▸ **Exercise requirements**:
Write out each record a second time, exactly.

Top of Material provided

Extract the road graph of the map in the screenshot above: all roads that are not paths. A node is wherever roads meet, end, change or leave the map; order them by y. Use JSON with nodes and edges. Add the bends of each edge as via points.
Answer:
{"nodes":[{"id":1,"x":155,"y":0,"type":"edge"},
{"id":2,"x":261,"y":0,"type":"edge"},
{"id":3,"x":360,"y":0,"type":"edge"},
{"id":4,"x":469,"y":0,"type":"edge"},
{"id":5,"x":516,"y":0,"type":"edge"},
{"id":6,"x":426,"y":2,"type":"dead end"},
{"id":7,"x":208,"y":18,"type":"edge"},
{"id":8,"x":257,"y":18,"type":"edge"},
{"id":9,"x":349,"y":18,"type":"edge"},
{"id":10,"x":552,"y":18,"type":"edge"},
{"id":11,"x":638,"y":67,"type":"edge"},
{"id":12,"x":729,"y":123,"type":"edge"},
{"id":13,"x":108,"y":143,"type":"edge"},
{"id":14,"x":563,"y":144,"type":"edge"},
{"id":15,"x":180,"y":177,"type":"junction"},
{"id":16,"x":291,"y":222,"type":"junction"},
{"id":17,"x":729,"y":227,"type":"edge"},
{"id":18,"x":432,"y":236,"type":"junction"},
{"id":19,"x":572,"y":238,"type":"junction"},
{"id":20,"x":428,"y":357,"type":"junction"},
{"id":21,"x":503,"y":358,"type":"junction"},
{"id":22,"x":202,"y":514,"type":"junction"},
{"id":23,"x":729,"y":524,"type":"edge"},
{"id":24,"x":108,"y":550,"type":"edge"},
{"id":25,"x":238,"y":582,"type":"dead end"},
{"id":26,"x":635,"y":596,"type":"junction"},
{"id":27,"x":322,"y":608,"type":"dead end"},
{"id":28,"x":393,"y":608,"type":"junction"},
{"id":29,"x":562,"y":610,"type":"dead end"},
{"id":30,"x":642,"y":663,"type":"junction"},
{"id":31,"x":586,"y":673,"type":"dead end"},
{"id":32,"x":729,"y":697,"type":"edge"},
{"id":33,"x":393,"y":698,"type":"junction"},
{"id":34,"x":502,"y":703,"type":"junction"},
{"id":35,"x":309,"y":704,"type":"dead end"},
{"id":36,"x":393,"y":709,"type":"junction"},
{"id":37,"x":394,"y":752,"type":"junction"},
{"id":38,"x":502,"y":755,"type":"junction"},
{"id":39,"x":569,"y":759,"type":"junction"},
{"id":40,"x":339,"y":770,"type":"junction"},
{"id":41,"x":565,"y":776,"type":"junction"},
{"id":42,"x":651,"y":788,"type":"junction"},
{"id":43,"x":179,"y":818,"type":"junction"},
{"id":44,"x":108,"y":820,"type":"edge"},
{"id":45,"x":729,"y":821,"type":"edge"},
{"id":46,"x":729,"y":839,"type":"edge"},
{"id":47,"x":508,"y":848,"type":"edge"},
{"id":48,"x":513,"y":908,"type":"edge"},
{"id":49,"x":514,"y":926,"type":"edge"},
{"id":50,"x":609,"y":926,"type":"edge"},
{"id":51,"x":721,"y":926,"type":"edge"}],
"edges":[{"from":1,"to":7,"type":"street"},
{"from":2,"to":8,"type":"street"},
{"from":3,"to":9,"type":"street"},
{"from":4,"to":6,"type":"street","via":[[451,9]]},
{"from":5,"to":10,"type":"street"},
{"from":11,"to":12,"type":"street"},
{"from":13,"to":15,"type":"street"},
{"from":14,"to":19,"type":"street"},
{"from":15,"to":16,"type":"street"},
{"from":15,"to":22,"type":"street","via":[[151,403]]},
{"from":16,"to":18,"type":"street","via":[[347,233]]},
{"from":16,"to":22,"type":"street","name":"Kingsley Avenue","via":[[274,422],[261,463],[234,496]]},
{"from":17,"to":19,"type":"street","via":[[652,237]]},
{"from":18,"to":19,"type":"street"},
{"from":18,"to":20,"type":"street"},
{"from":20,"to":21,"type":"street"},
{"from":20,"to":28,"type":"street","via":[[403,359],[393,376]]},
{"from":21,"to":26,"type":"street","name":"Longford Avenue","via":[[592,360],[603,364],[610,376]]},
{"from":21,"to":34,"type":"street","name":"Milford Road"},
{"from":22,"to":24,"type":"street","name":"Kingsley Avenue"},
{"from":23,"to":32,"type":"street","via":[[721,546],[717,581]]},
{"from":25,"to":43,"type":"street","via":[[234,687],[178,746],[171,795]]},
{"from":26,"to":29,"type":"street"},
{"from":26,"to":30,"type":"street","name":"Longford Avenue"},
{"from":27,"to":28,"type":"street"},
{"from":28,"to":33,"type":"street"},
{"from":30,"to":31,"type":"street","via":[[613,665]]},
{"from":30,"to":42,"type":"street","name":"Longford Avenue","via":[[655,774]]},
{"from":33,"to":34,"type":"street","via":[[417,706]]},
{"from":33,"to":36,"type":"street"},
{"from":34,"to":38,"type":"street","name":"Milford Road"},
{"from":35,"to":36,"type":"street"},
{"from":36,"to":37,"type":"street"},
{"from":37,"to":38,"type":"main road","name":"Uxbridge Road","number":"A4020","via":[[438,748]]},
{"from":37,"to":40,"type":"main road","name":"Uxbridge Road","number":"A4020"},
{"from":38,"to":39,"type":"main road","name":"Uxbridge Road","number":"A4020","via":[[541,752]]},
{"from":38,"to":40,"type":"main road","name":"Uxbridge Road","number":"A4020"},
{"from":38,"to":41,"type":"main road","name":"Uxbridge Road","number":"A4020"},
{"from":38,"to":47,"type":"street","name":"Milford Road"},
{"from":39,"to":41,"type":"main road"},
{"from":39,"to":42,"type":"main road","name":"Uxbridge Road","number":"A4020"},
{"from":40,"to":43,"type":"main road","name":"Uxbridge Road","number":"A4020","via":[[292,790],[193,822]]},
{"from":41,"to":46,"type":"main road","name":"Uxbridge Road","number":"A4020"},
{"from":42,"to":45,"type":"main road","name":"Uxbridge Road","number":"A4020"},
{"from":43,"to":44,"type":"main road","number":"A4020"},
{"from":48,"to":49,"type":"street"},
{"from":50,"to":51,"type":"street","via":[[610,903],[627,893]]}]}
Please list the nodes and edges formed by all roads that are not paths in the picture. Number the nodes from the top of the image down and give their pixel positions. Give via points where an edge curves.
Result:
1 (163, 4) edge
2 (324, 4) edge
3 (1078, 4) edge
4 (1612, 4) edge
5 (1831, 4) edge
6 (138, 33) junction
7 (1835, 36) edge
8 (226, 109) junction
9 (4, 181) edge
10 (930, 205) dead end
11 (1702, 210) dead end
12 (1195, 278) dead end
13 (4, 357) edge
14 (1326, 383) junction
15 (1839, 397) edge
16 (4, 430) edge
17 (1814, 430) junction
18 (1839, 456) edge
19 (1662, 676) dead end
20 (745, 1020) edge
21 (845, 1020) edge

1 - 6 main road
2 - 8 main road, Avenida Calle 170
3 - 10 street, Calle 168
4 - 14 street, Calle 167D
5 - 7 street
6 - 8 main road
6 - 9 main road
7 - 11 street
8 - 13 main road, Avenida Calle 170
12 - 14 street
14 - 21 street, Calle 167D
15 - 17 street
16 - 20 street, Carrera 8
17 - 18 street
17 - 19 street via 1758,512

Bottom of Material provided

▸ **Answer area**:
Extract the road graph of the map in the screenshot above: all roads that are not paths. A node is wherever roads meet, end, change or leave the map; order them by y. Use JSON with nodes and edges. Add the bends of each edge as via points.
Answer:
{"nodes":[{"id":1,"x":155,"y":0,"type":"edge"},
{"id":2,"x":261,"y":0,"type":"edge"},
{"id":3,"x":360,"y":0,"type":"edge"},
{"id":4,"x":469,"y":0,"type":"edge"},
{"id":5,"x":516,"y":0,"type":"edge"},
{"id":6,"x":426,"y":2,"type":"dead end"},
{"id":7,"x":208,"y":18,"type":"edge"},
{"id":8,"x":257,"y":18,"type":"edge"},
{"id":9,"x":349,"y":18,"type":"edge"},
{"id":10,"x":552,"y":18,"type":"edge"},
{"id":11,"x":638,"y":67,"type":"edge"},
{"id":12,"x":729,"y":123,"type":"edge"},
{"id":13,"x":108,"y":143,"type":"edge"},
{"id":14,"x":563,"y":144,"type":"edge"},
{"id":15,"x":180,"y":177,"type":"junction"},
{"id":16,"x":291,"y":222,"type":"junction"},
{"id":17,"x":729,"y":227,"type":"edge"},
{"id":18,"x":432,"y":236,"type":"junction"},
{"id":19,"x":572,"y":238,"type":"junction"},
{"id":20,"x":428,"y":357,"type":"junction"},
{"id":21,"x":503,"y":358,"type":"junction"},
{"id":22,"x":202,"y":514,"type":"junction"},
{"id":23,"x":729,"y":524,"type":"edge"},
{"id":24,"x":108,"y":550,"type":"edge"},
{"id":25,"x":238,"y":582,"type":"dead end"},
{"id":26,"x":635,"y":596,"type":"junction"},
{"id":27,"x":322,"y":608,"type":"dead end"},
{"id":28,"x":393,"y":608,"type":"junction"},
{"id":29,"x":562,"y":610,"type":"dead end"},
{"id":30,"x":642,"y":663,"type":"junction"},
{"id":31,"x":586,"y":673,"type":"dead end"},
{"id":32,"x":729,"y":697,"type":"edge"},
{"id":33,"x":393,"y":698,"type":"junction"},
{"id":34,"x":502,"y":703,"type":"junction"},
{"id":35,"x":309,"y":704,"type":"dead end"},
{"id":36,"x":393,"y":709,"type":"junction"},
{"id":37,"x":394,"y":752,"type":"junction"},
{"id":38,"x":502,"y":755,"type":"junction"},
{"id":39,"x":569,"y":759,"type":"junction"},
{"id":40,"x":339,"y":770,"type":"junction"},
{"id":41,"x":565,"y":776,"type":"junction"},
{"id":42,"x":651,"y":788,"type":"junction"},
{"id":43,"x":179,"y":818,"type":"junction"},
{"id":44,"x":108,"y":820,"type":"edge"},
{"id":45,"x":729,"y":821,"type":"edge"},
{"id":46,"x":729,"y":839,"type":"edge"},
{"id":47,"x":508,"y":848,"type":"edge"},
{"id":48,"x":513,"y":908,"type":"edge"},
{"id":49,"x":514,"y":926,"type":"edge"},
{"id":50,"x":609,"y":926,"type":"edge"},
{"id":51,"x":721,"y":926,"type":"edge"}],
"edges":[{"from":1,"to":7,"type":"street"},
{"from":2,"to":8,"type":"street"},
{"from":3,"to":9,"type":"street"},
{"from":4,"to":6,"type":"street","via":[[451,9]]},
{"from":5,"to":10,"type":"street"},
{"from":11,"to":12,"type":"street"},
{"from":13,"to":15,"type":"street"},
{"from":14,"to":19,"type":"street"},
{"from":15,"to":16,"type":"street"},
{"from":15,"to":22,"type":"street","via":[[151,403]]},
{"from":16,"to":18,"type":"street","via":[[347,233]]},
{"from":16,"to":22,"type":"street","name":"Kingsley Avenue","via":[[274,422],[261,463],[234,496]]},
{"from":17,"to":19,"type":"street","via":[[652,237]]},
{"from":18,"to":19,"type":"street"},
{"from":18,"to":20,"type":"street"},
{"from":20,"to":21,"type":"street"},
{"from":20,"to":28,"type":"street","via":[[403,359],[393,376]]},
{"from":21,"to":26,"type":"street","name":"Longford Avenue","via":[[592,360],[603,364],[610,376]]},
{"from":21,"to":34,"type":"street","name":"Milford Road"},
{"from":22,"to":24,"type":"street","name":"Kingsley Avenue"},
{"from":23,"to":32,"type":"street","via":[[721,546],[717,581]]},
{"from":25,"to":43,"type":"street","via":[[234,687],[178,746],[171,795]]},
{"from":26,"to":29,"type":"street"},
{"from":26,"to":30,"type":"street","name":"Longford Avenue"},
{"from":27,"to":28,"type":"street"},
{"from":28,"to":33,"type":"street"},
{"from":30,"to":31,"type":"street","via":[[613,665]]},
{"from":30,"to":42,"type":"street","name":"Longford Avenue","via":[[655,774]]},
{"from":33,"to":34,"type":"street","via":[[417,706]]},
{"from":33,"to":36,"type":"street"},
{"from":34,"to":38,"type":"street","name":"Milford Road"},
{"from":35,"to":36,"type":"street"},
{"from":36,"to":37,"type":"street"},
{"from":37,"to":38,"type":"main road","name":"Uxbridge Road","number":"A4020","via":[[438,748]]},
{"from":37,"to":40,"type":"main road","name":"Uxbridge Road","number":"A4020"},
{"from":38,"to":39,"type":"main road","name":"Uxbridge Road","number":"A4020","via":[[541,752]]},
{"from":38,"to":40,"type":"main road","name":"Uxbridge Road","number":"A4020"},
{"from":38,"to":41,"type":"main road","name":"Uxbridge Road","number":"A4020"},
{"from":38,"to":47,"type":"street","name":"Milford Road"},
{"from":39,"to":41,"type":"main road"},
{"from":39,"to":42,"type":"main road","name":"Uxbridge Road","number":"A4020"},
{"from":40,"to":43,"type":"main road","name":"Uxbridge Road","number":"A4020","via":[[292,790],[193,822]]},
{"from":41,"to":46,"type":"main road","name":"Uxbridge Road","number":"A4020"},
{"from":42,"to":45,"type":"main road","name":"Uxbridge Road","number":"A4020"},
{"from":43,"to":44,"type":"main road","number":"A4020"},
{"from":48,"to":49,"type":"street"},
{"from":50,"to":51,"type":"street","via":[[610,903],[627,893]]}]}
Please list the nodes and edges formed by all roads that are not paths in the picture. Number the nodes from the top of the image down and give their pixel positions. Give via points where an edge curves.
Result:
1 (163, 4) edge
2 (324, 4) edge
3 (1078, 4) edge
4 (1612, 4) edge
5 (1831, 4) edge
6 (138, 33) junction
7 (1835, 36) edge
8 (226, 109) junction
9 (4, 181) edge
10 (930, 205) dead end
11 (1702, 210) dead end
12 (1195, 278) dead end
13 (4, 357) edge
14 (1326, 383) junction
15 (1839, 397) edge
16 (4, 430) edge
17 (1814, 430) junction
18 (1839, 456) edge
19 (1662, 676) dead end
20 (745, 1020) edge
21 (845, 1020) edge

1 - 6 main road
2 - 8 main road, Avenida Calle 170
3 - 10 street, Calle 168
4 - 14 street, Calle 167D
5 - 7 street
6 - 8 main road
6 - 9 main road
7 - 11 street
8 - 13 main road, Avenida Calle 170
12 - 14 street
14 - 21 street, Calle 167D
15 - 17 street
16 - 20 street, Carrera 8
17 - 18 street
17 - 19 street via 1758,512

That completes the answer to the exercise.